Material for the task Start Marker

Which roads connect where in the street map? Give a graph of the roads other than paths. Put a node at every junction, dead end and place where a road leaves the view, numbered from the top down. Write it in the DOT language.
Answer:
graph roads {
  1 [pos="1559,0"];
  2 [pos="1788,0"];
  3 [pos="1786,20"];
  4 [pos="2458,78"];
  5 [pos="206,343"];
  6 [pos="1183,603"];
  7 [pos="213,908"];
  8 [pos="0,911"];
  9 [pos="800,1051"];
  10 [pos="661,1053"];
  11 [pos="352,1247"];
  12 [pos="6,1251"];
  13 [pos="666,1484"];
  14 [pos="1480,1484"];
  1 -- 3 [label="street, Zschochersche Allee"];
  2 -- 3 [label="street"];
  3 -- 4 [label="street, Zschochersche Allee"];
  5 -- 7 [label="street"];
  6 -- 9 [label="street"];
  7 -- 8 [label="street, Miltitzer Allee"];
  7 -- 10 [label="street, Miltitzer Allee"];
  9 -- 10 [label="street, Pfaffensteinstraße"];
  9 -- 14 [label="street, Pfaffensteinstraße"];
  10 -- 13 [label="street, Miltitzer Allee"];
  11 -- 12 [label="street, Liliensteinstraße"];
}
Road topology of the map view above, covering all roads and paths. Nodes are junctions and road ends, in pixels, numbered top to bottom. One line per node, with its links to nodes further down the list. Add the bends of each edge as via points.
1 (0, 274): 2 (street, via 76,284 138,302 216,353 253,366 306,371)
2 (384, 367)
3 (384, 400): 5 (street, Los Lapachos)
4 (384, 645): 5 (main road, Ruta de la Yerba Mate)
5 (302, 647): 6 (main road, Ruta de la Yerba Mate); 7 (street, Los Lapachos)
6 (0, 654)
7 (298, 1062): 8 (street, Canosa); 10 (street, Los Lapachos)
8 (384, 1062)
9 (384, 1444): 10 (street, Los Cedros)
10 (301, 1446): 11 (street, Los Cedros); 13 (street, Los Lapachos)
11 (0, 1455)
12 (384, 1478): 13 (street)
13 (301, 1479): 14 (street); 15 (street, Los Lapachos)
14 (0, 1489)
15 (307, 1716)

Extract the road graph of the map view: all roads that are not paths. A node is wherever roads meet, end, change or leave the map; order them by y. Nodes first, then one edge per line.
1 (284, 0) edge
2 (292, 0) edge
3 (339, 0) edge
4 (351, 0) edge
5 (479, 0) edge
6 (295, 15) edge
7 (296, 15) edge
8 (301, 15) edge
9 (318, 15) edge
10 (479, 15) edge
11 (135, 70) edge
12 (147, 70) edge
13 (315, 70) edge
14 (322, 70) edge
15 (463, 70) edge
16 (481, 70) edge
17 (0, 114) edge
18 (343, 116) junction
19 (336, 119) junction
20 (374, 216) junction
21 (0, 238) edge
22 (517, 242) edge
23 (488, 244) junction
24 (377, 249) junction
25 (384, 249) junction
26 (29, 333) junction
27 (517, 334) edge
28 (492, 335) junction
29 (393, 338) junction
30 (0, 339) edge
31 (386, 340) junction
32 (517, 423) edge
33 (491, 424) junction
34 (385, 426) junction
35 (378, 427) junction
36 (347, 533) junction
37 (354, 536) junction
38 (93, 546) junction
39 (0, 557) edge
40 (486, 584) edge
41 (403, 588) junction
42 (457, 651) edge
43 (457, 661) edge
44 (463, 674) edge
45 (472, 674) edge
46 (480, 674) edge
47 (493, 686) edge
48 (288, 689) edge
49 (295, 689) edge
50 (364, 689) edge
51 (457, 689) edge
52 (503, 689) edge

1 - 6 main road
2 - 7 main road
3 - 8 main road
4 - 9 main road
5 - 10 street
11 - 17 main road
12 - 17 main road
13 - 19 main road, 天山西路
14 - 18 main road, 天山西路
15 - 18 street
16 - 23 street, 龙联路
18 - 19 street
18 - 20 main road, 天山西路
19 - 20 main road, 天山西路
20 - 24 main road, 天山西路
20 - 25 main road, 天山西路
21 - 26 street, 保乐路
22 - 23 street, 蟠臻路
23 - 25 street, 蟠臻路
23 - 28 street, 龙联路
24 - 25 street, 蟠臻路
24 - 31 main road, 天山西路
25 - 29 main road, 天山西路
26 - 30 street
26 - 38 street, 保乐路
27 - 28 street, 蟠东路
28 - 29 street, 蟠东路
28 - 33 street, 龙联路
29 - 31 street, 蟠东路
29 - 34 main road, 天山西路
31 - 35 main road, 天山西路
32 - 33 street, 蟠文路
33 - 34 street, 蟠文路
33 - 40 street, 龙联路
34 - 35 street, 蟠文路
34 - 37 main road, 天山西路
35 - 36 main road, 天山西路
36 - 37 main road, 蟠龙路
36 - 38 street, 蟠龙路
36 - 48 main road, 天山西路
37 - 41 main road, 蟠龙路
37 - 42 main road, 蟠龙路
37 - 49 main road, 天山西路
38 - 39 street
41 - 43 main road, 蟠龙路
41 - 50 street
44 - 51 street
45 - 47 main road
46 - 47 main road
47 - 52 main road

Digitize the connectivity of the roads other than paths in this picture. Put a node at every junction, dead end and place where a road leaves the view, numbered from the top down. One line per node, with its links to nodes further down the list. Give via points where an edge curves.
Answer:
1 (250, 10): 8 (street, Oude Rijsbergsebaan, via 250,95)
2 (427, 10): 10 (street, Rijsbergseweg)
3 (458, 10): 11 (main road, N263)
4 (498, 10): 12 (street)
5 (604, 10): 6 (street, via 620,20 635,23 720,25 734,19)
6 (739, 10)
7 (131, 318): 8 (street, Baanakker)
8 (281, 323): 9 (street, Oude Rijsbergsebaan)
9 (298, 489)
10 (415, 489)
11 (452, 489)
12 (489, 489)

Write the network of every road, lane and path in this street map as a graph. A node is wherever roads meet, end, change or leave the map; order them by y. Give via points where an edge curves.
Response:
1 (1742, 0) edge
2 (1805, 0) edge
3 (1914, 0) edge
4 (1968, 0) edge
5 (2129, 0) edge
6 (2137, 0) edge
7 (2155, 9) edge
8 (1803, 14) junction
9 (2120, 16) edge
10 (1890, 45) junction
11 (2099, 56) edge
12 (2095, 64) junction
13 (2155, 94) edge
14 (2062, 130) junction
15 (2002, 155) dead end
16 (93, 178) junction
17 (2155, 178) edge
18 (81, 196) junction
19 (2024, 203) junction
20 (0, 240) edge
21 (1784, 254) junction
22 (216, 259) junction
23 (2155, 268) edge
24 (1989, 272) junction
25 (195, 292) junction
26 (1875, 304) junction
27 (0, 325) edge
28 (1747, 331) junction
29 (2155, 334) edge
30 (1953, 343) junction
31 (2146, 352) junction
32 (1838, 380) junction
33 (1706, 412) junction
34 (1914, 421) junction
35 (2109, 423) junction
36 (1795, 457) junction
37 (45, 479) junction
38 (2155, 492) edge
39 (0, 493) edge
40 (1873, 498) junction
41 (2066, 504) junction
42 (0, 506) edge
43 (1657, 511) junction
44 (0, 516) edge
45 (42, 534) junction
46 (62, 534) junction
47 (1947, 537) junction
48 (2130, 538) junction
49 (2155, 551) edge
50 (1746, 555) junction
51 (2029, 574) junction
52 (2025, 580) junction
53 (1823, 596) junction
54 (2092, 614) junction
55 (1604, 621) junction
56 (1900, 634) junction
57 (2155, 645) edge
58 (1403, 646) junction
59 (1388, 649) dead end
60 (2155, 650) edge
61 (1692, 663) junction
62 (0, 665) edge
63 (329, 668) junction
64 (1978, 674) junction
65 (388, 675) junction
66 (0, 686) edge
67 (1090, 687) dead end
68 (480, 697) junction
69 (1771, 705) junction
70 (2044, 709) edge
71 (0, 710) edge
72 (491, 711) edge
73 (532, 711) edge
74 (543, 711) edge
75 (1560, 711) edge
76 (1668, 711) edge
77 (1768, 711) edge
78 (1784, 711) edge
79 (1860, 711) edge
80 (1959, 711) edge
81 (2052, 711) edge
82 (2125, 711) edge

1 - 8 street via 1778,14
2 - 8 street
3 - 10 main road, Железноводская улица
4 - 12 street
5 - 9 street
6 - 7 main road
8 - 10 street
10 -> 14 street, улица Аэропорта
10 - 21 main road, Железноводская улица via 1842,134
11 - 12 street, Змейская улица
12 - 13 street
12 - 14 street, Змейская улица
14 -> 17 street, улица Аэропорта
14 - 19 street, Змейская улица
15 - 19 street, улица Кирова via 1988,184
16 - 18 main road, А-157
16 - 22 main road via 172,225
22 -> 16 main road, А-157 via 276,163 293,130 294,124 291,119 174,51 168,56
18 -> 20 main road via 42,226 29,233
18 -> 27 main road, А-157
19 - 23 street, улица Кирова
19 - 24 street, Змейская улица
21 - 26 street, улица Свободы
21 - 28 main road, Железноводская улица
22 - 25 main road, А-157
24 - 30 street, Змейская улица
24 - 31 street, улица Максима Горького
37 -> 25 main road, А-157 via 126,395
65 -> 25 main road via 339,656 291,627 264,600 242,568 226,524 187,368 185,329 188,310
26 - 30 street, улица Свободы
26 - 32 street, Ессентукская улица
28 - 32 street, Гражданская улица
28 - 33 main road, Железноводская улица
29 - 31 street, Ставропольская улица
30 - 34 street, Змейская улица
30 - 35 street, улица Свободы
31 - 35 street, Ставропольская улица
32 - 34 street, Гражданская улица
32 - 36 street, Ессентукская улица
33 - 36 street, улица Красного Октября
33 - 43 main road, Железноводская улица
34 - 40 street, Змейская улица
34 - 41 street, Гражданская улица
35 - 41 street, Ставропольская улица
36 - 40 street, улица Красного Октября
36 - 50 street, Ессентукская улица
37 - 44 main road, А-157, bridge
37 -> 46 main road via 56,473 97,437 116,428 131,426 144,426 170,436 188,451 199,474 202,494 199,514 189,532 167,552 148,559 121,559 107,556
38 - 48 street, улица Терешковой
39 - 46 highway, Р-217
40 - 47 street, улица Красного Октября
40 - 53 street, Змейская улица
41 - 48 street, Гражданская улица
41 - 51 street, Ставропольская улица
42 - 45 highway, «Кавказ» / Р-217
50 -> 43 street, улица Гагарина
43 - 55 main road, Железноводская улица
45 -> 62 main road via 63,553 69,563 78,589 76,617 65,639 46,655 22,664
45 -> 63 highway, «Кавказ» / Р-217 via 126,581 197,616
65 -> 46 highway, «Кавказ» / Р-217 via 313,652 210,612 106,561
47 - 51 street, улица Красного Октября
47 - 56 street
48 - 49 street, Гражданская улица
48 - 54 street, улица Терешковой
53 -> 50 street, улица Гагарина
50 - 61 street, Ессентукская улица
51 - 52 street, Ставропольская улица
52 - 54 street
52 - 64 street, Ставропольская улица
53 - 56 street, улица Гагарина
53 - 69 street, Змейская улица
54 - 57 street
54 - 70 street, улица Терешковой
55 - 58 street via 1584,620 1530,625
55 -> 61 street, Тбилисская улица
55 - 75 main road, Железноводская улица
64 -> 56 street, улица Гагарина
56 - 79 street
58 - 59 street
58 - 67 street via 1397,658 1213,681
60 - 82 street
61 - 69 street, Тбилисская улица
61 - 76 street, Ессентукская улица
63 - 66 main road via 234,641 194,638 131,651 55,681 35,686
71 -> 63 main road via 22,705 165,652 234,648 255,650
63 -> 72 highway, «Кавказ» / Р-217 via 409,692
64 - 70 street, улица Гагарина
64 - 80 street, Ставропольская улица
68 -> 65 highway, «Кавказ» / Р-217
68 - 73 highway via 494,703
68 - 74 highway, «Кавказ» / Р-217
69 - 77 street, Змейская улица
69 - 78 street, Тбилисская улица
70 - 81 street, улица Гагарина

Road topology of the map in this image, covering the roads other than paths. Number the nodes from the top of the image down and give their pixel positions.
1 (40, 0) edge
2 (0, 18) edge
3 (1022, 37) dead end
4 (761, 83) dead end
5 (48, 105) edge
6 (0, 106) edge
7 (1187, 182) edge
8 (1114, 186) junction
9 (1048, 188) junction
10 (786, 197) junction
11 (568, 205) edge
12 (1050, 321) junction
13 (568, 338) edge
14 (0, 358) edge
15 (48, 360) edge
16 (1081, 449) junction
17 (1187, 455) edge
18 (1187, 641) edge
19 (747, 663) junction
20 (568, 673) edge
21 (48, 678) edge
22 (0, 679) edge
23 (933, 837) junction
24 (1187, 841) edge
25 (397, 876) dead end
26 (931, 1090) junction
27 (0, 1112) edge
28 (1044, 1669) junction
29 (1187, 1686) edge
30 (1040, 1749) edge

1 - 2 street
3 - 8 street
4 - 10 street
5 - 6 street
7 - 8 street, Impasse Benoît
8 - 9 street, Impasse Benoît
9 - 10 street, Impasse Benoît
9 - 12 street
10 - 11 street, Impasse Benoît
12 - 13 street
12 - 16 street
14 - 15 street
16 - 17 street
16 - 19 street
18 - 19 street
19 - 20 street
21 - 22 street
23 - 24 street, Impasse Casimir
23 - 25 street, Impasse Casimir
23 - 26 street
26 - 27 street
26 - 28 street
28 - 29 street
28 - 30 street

Material for the task End Marker

### Exercise goal
Restate word for word the lines running from the line that holds "Road topology of the map in" to the final line of the entries.

### Answer for this exercise
Road topology of the map in this image, covering the roads other than paths. Number the nodes from the top of the image down and give their pixel positions.
1 (40, 0) edge
2 (0, 18) edge
3 (1022, 37) dead end
4 (761, 83) dead end
5 (48, 105) edge
6 (0, 106) edge
7 (1187, 182) edge
8 (1114, 186) junction
9 (1048, 188) junction
10 (786, 197) junction
11 (568, 205) edge
12 (1050, 321) junction
13 (568, 338) edge
14 (0, 358) edge
15 (48, 360) edge
16 (1081, 449) junction
17 (1187, 455) edge
18 (1187, 641) edge
19 (747, 663) junction
20 (568, 673) edge
21 (48, 678) edge
22 (0, 679) edge
23 (933, 837) junction
24 (1187, 841) edge
25 (397, 876) dead end
26 (931, 1090) junction
27 (0, 1112) edge
28 (1044, 1669) junction
29 (1187, 1686) edge
30 (1040, 1749) edge

1 - 2 street
3 - 8 street
4 - 10 street
5 - 6 street
7 - 8 street, Impasse Benoît
8 - 9 street, Impasse Benoît
9 - 10 street, Impasse Benoît
9 - 12 street
10 - 11 street, Impasse Benoît
12 - 13 street
12 - 16 street
14 - 15 street
16 - 17 street
16 - 19 street
18 - 19 street
19 - 20 street
21 - 22 street
23 - 24 street, Impasse Casimir
23 - 25 street, Impasse Casimir
23 - 26 street
26 - 27 street
26 - 28 street
28 - 29 street
28 - 30 street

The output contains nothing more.